Gary Townsend, an analyst and the CEO of Hill-Townsend Capital, is worried that Goldman’s decision to unwind proprietary trading will hurt Goldman’s profits.
Financial regulation just took a shot in the dark and said, we don’t think depository institutions should be able to prop trade, he says.
(If we were to believe Townsend’s argument, we’d have to believe that prop traders never did anything but make money.)
He told Bloomberg TV:
I’m not a great fan of how this was done and in particular the Volcker Rule. It really strikes me as an aesthetic issue, as an opinion with respect to depository institutions and what they ought and oughtn’t do.
We know that Goldman Sachs is not much of a depository institution. It really doesn’t take a great deal of insured deposits whatsoever, yet its forced to do things that are not helpful to the firm.

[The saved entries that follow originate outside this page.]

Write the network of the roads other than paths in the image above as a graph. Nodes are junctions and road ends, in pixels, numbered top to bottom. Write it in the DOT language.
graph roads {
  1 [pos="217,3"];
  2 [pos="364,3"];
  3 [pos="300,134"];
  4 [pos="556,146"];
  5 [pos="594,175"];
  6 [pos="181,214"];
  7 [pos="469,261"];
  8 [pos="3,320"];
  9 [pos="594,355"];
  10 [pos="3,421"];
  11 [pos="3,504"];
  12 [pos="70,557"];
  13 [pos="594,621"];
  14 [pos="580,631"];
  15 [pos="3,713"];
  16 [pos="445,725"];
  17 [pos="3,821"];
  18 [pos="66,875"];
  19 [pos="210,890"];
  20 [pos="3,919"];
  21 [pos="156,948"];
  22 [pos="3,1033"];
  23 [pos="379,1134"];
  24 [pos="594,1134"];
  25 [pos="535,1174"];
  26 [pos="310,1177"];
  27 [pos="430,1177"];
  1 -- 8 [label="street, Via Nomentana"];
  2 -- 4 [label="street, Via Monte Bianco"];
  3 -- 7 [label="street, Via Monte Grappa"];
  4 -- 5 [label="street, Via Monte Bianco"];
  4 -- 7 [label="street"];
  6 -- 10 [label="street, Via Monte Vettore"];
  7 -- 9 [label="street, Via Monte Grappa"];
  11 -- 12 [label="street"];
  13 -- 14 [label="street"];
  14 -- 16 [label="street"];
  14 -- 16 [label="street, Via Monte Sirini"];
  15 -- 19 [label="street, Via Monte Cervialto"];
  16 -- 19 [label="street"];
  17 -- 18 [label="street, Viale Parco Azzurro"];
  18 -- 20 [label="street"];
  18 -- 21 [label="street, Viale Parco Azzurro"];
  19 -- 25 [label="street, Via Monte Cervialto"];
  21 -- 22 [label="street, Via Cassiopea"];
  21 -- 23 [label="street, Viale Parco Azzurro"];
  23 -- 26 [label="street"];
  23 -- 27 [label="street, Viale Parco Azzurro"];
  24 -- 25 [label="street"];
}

And now, Goldman will have to struggle to find a way to profit off this spin off, he says.
This is change, this is going to happen whether it’s going to happen whether its aesthetics or risk management, but at the end of the day, this is hopefully going to be done in a way that’s going to generate some capital for Goldman when these functions are put out into a new organisation, but we’re yet to see that.
In an ideal world, the prop traders might have continued making money at the banks they are now employed at, not elsewhere.
Keep in mind that many of these people do proprietary trading and have done it for years. They’re very good at it. They make a great deal of money for their company and they can do it elsewhere.
And for this mistake, he blames financial regulators.
They’re really pressuring Goldman to make some decisions that will allow them to move with some alacrity into the next state of their lives and that is causing this to happen so quickly.